Vivons-​nous seuls, sans vrai rap­port avec les autres ? Les géné­ra­tions se succèdent-​elles seule­ment, sans rap­port entre elles ? Même si nous n’y réflé­chis­sons pas volon­tai­re­ment, consciem­ment et suf­fi­sam­ment, la concep­tion de tout cela nous influence, influence notre vie de façon impli­cite et expli­cite. Un aspect sans cesse pré­sent est celui que l’on pour­rait appe­ler celui de la rup­ture : rup­ture avec le pas­sé, rup­ture avec autrui, rup­ture avec Dieu ; nous sommes, faut-​il le rap­pe­ler, fils et filles de la Révolution, vic­times certes, mais igno­rant com­plè­te­ment ce qu’est une vie sociale har­mo­nieuse parce que sou­mise à l’ordre divin. De ce fait l’homme s’est trou­vé iso­lé, plus seul que jamais parce que la révo­lu­tion, une et unique, qu’elle soit de 1789, de 1917 ou de 1968 a éten­du ses ravages par­tout, même là où on ne l’at­ten­dait pas, c’est-​à-​dire dans l’Eglise. Et le pauvre être humain se trouve réduit à déci­der de tout comme un monarque abso­lu, comme un dieu – puis­qu’on l’a libé­ré de toute sujé­tion et qu’on lui a fait croire que sa liber­té était sans aucune limite. Nous sommes aux anti­podes non seule­ment du monde chré­tien mais même du monde antique.

Après d’autres nous pour­rions dire qu’un mot résume la qua­li­té essen­tielle, l’at­ti­tude fon­da­men­tale de l’homme antique : c’est la pié­té. Comme d’autres vocables, c’est un terme qu’il faut dépous­sié­rer et élar­gir, il ne s’a­git pas, on s’en doute, de dési­gner uni­que­ment un ensemble de gestes ou d’at­ti­tudes de dévo­tion, plus exté­rieures que pro­fondes et par­fois plus maté­rielles qu’ins­pi­rées.
Il s’a­git d’une atti­tude émi­nem­ment humaine parce qu’elle mani­feste révé­rence et sou­mis­sion à ce qui existe et à ses lois, en dehors de nous et en nous, qui nous dépasse, qui ne dépend pas de nous, n’a pas besoin de nous pour être et nous élève vers son auteur.

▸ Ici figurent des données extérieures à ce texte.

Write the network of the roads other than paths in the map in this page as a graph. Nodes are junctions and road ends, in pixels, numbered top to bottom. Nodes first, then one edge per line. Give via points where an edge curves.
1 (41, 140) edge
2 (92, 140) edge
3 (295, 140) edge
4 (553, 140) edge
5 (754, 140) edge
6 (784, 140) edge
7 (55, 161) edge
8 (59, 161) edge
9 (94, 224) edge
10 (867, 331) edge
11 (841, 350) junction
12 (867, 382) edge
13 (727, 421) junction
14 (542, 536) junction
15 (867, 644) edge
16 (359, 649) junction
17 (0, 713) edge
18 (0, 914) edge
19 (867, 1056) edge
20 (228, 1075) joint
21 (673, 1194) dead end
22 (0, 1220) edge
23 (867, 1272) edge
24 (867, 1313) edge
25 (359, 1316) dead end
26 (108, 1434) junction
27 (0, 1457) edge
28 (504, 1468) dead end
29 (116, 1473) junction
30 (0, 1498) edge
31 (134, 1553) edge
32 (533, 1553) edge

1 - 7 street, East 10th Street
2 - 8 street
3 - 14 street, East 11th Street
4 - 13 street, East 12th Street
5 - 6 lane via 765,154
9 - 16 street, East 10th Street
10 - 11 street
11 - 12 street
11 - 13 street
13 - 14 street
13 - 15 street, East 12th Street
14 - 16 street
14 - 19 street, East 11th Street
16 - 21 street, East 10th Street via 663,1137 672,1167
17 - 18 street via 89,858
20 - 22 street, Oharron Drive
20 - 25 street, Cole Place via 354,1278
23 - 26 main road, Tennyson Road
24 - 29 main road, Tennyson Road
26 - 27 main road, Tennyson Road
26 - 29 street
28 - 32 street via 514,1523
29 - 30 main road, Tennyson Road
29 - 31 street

Piété, l’at­ti­tude de Socrate condam­né injus­te­ment. Socrate, le plus éton­nant des hommes de l’an­ti­qui­té par son amour du vrai, son humi­li­té, son sens de la fidé­li­té à une mis­sion reçue d’en haut qui lui fera sacri­fier sa vie et accep­ter sa condam­na­tion comme il le dira lui-​même à ses juges :

« Athéniens, je vous salue bien et je vous aime ! Mais j’o­béi­rai au dieu plu­tôt qu’à vous : jus­qu’à mon der­nier souffle et tant que j’en serai capable, ne vous atten­dez pas que je cesse de phi­lo­so­pher, de vous adres­ser des recom­man­da­tions, de faire voir ce qui en est à tel de vous qui, en chaque occa­sion, se trou­ve­ra sur mon che­min, en lui tenant le lan­gage même que j’ai cou­tume de tenir . (29, d) . de la mort, sauf votre res­pect, je n’ai cure le moins du monde, tan­dis que de com­mettre rien qui soit injuste ou impie, c’est là ce qui fait tout mon sou­ci. » (32, d) (Platon – Apologie de Socrate)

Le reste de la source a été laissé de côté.